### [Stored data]
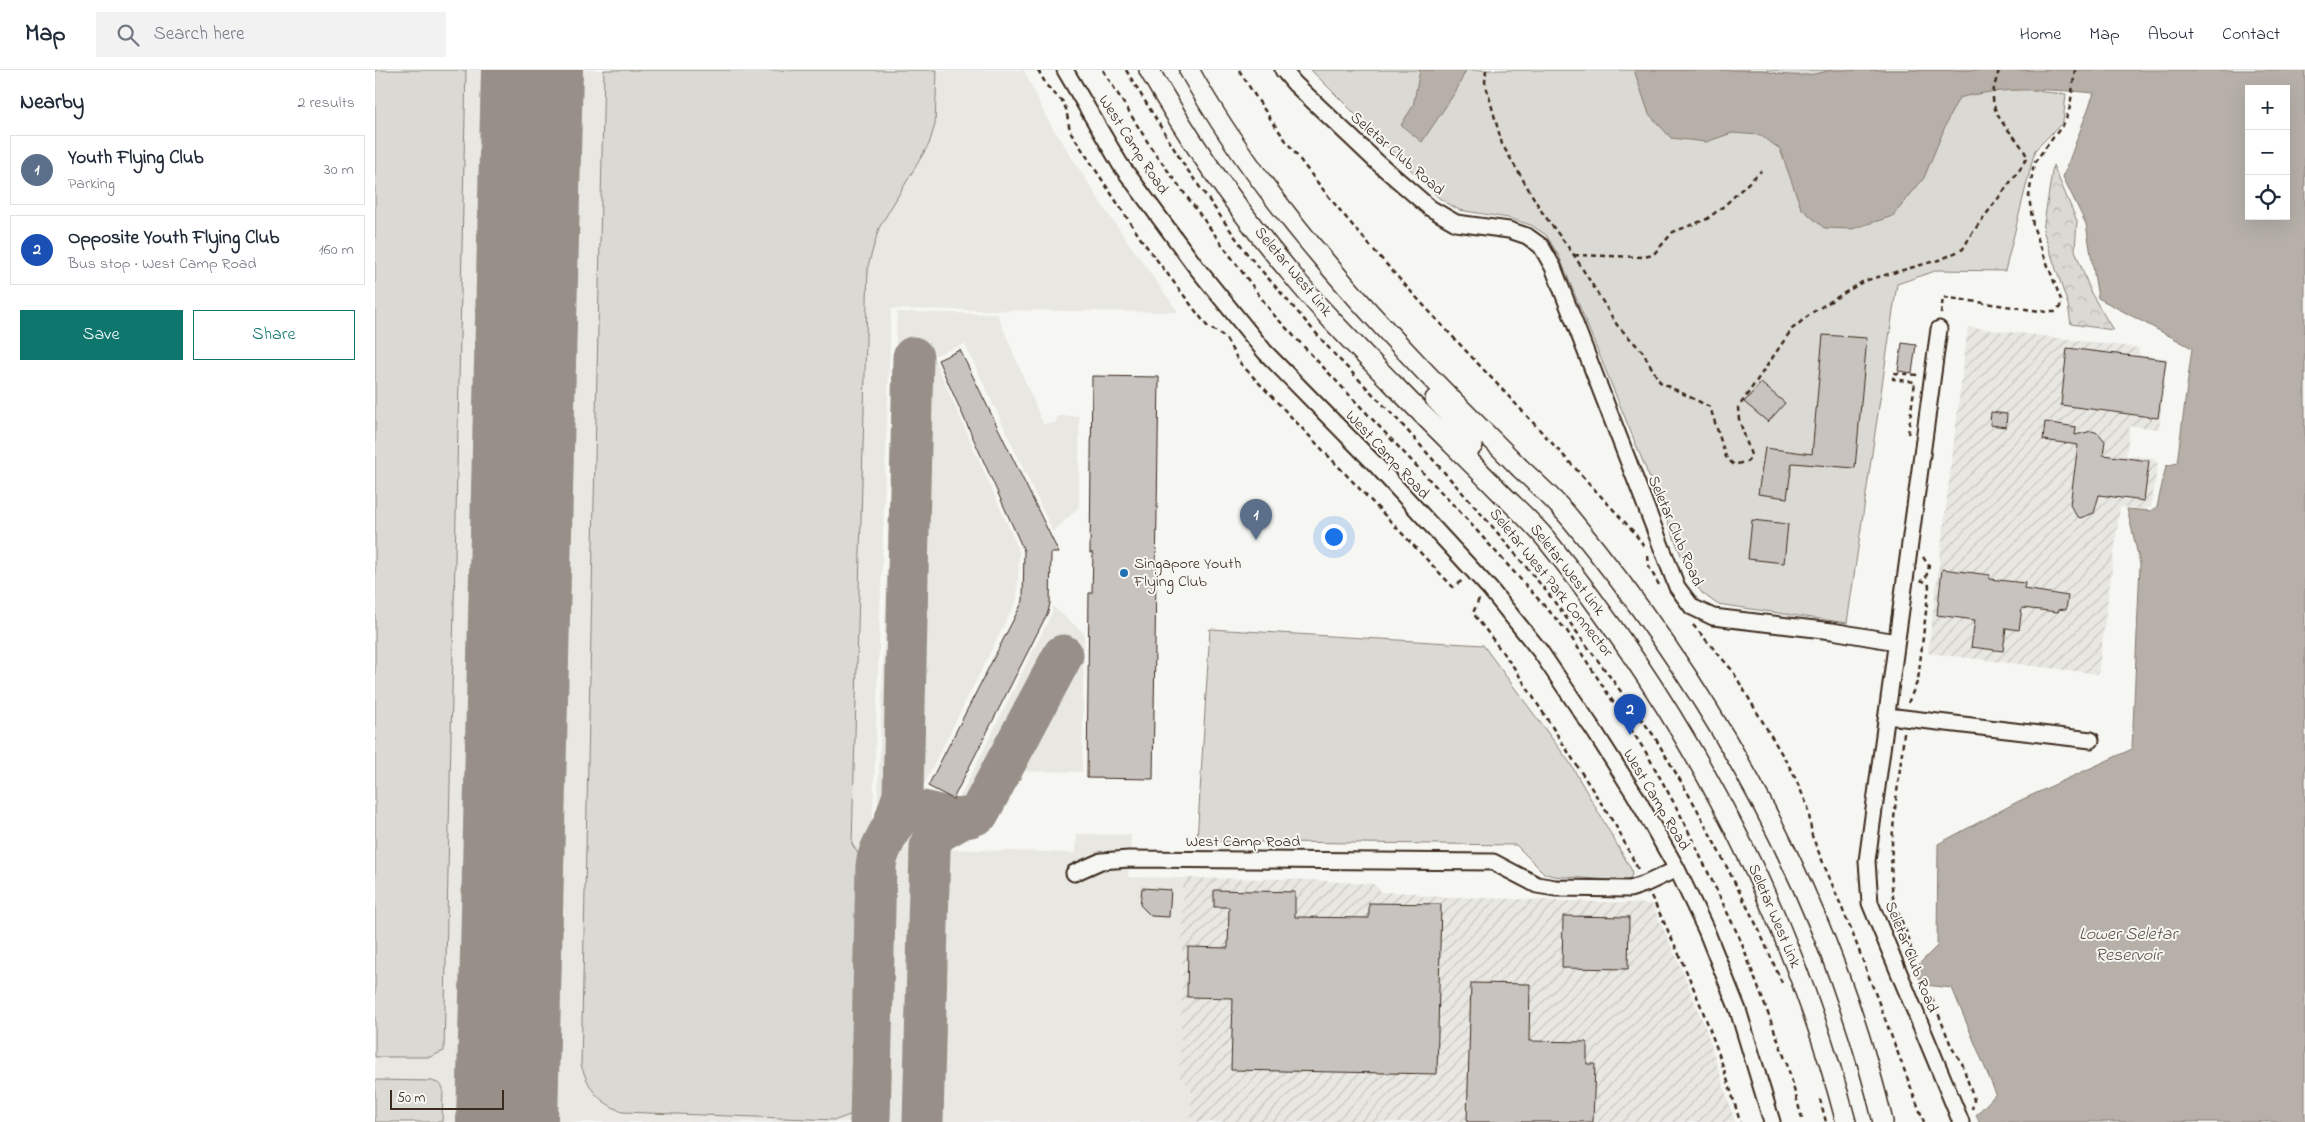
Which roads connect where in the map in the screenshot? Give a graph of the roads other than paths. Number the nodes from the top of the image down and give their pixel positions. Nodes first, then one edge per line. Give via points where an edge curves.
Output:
1 (1065, 70) edge
2 (1149, 70) edge
3 (1189, 70) edge
4 (1283, 70) edge
5 (1939, 329) road end
6 (1411, 357) junction
7 (1463, 455) junction
8 (1896, 642) junction
9 (1887, 716) junction
10 (2091, 740) dead end
11 (1677, 869) junction
12 (1074, 874) dead end
13 (1772, 1122) edge
14 (1846, 1122) edge
15 (1883, 1122) edge
16 (1961, 1122) edge

1 - 11 street, West Camp Road via 1120,164 1195,267 1259,344 1491,589 1524,630 1635,794
2 - 7 main road, Seletar West Link via 1219,180 1289,272
3 - 6 main road, Seletar West Link via 1246,160 1286,213
4 - 8 street, Seletar Club Road via 1377,162 1430,208 1456,222 1527,236 1541,246 1553,267 1677,587 1692,607 1713,617
5 - 8 street
6 - 7 main road via 1437,402 1471,439 1473,444
6 - 15 main road, Seletar West Link via 1568,516 1657,631 1699,694 1739,760 1795,869 1842,982 1867,1056
7 - 14 main road, Seletar West Link via 1544,537 1671,712 1759,877 1802,980
8 - 9 street, Seletar Club Road
9 - 10 street
9 - 16 street, Seletar Club Road via 1867,862 1870,903
11 - 12 street, West Camp Road via 1630,889 1537,885 1493,862 1129,859 1101,861
11 - 13 street, West Camp Road via 1738,1010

### [What you have to do]
Write the records above out again word for word, skipping each picture.

### [Solution to this task]
Which roads connect where in the map in the screenshot? Give a graph of the roads other than paths. Number the nodes from the top of the image down and give their pixel positions. Nodes first, then one edge per line. Give via points where an edge curves.
Output:
1 (1065, 70) edge
2 (1149, 70) edge
3 (1189, 70) edge
4 (1283, 70) edge
5 (1939, 329) road end
6 (1411, 357) junction
7 (1463, 455) junction
8 (1896, 642) junction
9 (1887, 716) junction
10 (2091, 740) dead end
11 (1677, 869) junction
12 (1074, 874) dead end
13 (1772, 1122) edge
14 (1846, 1122) edge
15 (1883, 1122) edge
16 (1961, 1122) edge

1 - 11 street, West Camp Road via 1120,164 1195,267 1259,344 1491,589 1524,630 1635,794
2 - 7 main road, Seletar West Link via 1219,180 1289,272
3 - 6 main road, Seletar West Link via 1246,160 1286,213
4 - 8 street, Seletar Club Road via 1377,162 1430,208 1456,222 1527,236 1541,246 1553,267 1677,587 1692,607 1713,617
5 - 8 street
6 - 7 main road via 1437,402 1471,439 1473,444
6 - 15 main road, Seletar West Link via 1568,516 1657,631 1699,694 1739,760 1795,869 1842,982 1867,1056
7 - 14 main road, Seletar West Link via 1544,537 1671,712 1759,877 1802,980
8 - 9 street, Seletar Club Road
9 - 10 street
9 - 16 street, Seletar Club Road via 1867,862 1870,903
11 - 12 street, West Camp Road via 1630,889 1537,885 1493,862 1129,859 1101,861
11 - 13 street, West Camp Road via 1738,1010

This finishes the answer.